韩国公卞蔺出列周旋,“兵部确有失职之处,但眼下恐非问责之时,当务之急仍是要解决叛乱,依我看,还需立即派人驰援司马崇保住望江,把战火挡在盛京城外。”
原融终于找到能接的话,忙道:“兵部早已命岳阳率兵马驰援望江,周围州郡援军也即将抵达盛京,诸公不必多虑。”火烧眉毛的时刻,他这话说得既没底气也没说服力,诸公卿都没接他的话茬,他意识到这里没他说话的份,闭嘴不敢多言。

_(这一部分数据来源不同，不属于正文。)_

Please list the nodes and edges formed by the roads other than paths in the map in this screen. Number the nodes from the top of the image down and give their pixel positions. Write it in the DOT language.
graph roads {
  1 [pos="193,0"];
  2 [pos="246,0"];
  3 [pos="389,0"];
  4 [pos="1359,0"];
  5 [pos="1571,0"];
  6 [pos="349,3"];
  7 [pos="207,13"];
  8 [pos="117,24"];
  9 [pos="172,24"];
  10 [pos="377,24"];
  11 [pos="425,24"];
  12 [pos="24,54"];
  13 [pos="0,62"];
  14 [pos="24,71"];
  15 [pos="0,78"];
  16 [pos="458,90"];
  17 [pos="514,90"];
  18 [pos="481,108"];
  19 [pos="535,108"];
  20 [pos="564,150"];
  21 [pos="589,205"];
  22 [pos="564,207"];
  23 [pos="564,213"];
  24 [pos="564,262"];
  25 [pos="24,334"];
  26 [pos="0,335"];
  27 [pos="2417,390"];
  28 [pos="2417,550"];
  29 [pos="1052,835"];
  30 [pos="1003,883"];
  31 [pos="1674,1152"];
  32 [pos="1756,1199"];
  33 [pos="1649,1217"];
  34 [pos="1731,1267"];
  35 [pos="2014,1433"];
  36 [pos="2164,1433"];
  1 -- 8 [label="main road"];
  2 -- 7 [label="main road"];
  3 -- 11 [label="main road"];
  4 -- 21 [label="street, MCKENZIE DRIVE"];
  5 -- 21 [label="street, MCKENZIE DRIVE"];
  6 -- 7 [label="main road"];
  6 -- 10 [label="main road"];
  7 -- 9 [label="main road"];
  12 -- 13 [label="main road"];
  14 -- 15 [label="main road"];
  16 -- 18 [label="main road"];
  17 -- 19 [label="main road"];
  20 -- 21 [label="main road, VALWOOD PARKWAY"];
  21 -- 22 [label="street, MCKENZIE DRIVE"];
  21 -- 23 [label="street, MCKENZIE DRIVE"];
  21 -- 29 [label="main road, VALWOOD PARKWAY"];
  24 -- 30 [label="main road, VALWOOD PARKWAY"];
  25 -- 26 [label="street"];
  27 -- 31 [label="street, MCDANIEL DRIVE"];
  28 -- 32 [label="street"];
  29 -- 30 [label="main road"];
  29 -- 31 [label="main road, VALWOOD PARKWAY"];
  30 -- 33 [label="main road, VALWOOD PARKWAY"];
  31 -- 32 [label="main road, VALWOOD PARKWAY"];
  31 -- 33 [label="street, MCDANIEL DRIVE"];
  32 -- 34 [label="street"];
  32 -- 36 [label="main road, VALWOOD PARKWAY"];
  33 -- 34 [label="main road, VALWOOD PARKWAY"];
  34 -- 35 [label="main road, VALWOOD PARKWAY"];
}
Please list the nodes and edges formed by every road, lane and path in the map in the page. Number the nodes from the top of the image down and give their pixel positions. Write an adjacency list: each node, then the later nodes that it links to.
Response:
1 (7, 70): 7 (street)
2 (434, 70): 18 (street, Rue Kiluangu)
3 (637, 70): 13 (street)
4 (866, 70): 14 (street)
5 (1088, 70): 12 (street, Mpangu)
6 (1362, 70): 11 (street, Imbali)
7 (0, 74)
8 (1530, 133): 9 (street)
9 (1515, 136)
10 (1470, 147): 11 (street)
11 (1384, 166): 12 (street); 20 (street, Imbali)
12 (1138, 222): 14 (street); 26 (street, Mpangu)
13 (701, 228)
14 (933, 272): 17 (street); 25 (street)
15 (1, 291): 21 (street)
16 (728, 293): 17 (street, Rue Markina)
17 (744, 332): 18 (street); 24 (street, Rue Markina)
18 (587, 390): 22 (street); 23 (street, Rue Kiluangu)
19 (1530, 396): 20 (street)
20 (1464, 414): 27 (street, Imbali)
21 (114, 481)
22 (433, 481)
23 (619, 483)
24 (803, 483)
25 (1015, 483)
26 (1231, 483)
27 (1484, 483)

赵徽红着眼问道:“赵慎究竟是有多少人马,竟是让你们毫无还手之力?”
原融支吾地答不上来,“据说有四五十万之数,具体不可胜数。”
赵徽直接喝道:“荒唐!雍州城统共才四十万军户,他上哪儿召集五十万人?”
原融被问得哑口无言,一时进也不是退也不是,困窘不已。
光禄卿杨枚站出来道:“司马崇毕竟正直年轻,不如贼寇心机深沉,当下勤王的军队还未抵达,外面仍需尽力拖延,不如便以广阳王为质,派人与贼寇谈判,朝廷许些好处,同时胁以性命,缓和一阵再徐徐图之。”他说着抬头看向赵徽,小声建议道:“毕竟他也是赵氏血脉,陛下能否以亲情动之?”
赵徽气疯了,冷笑道:“你第一天认识他吗?他都起兵逼宫了,你觉得他还听你讲骨肉亲情?还赵元?他巴不得赵元死了没人跟他分皇位!”
杨枚无话可说,卞蔺接上他的话,“无论如何,谈判作为缓兵之计,倒确实值得一试。”
正在公卿们商议之际,宫外突然有斥候慌忙来报。皇帝连忙叫侍中董桢将人引进来,那人汗涔涔的,喘着粗气跌跪在地上,一开口便直白大声道:“赵、赵慎他从真武门打进来了!”
一句话不啻平地惊雷炸开,皇帝蹭的从皇位上起身,连谢照也惊得回头望过去。
来得这么快?
盛京城外的官道上一片骇人的兵荒马乱,三座边城皆被叛军攻破,上万人正在拥挤着溃逃,仿佛天时地利皆到,一阵急促的风刮散了多日沉积的雾气,三城的守将们一面仓皇地往盛京方向逃跑,一面来到了最高处的山坡上,那一刻他们回过头去,终于得以看清局势的全貌,然而眼前的真相却令他们震惊不已,追赶了他们一整夜的雍州兵马,最多不过五六百人,所谓的势不可挡,原来不过是借着雾气遮掩,几十人骑着马拖着滚木来去奔驰,营造出千军万马的假象。
上当了!赵慎的主力根本不在此处,那他们现在该在哪里?
三城守将与前来接应他们的援军面面相觑,脑海中倏然划过去一个惊悚至极的念头,令他们愣在当场,有人喃喃地道:“真武门,天啊!他们要直接攻打皇城!”